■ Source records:
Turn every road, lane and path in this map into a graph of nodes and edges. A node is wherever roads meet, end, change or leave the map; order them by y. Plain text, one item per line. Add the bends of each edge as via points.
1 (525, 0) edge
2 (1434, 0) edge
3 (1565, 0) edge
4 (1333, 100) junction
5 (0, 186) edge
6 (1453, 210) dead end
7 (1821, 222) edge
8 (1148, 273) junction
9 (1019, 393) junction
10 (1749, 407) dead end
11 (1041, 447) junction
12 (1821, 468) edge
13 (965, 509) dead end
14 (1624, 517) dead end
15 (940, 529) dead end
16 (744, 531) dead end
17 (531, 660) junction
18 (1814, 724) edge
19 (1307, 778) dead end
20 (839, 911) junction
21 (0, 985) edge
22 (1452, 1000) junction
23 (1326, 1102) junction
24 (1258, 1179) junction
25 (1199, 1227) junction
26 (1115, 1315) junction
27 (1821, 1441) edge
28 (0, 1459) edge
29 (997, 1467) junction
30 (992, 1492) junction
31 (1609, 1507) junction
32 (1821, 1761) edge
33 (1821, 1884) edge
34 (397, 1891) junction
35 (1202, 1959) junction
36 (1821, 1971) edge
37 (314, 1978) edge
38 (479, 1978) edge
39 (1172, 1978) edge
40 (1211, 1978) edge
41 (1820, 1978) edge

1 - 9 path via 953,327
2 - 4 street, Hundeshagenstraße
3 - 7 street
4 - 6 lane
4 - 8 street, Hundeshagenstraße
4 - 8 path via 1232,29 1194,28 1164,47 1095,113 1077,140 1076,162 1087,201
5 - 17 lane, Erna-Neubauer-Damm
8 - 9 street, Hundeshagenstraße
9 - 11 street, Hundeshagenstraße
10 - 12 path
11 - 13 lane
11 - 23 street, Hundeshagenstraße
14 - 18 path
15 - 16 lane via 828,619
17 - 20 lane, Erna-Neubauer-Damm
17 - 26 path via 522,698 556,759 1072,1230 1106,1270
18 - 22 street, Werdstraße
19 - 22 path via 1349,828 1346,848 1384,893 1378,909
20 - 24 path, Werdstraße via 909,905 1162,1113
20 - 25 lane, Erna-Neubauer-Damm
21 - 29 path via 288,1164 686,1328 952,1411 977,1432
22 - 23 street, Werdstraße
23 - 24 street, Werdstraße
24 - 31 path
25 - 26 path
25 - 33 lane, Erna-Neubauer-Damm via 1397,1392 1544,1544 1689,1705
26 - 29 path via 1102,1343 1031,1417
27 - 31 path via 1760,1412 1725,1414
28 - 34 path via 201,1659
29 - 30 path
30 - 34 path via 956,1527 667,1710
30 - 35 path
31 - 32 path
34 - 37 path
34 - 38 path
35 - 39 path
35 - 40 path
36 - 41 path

■ About this exercise: Could you copy every line in the records that holds "Werdstraße"?

■ Response to this exercise:
18 - 22 street, Werdstraße
20 - 24 path, Werdstraße via 909,905 1162,1113
22 - 23 street, Werdstraße
23 - 24 street, Werdstraße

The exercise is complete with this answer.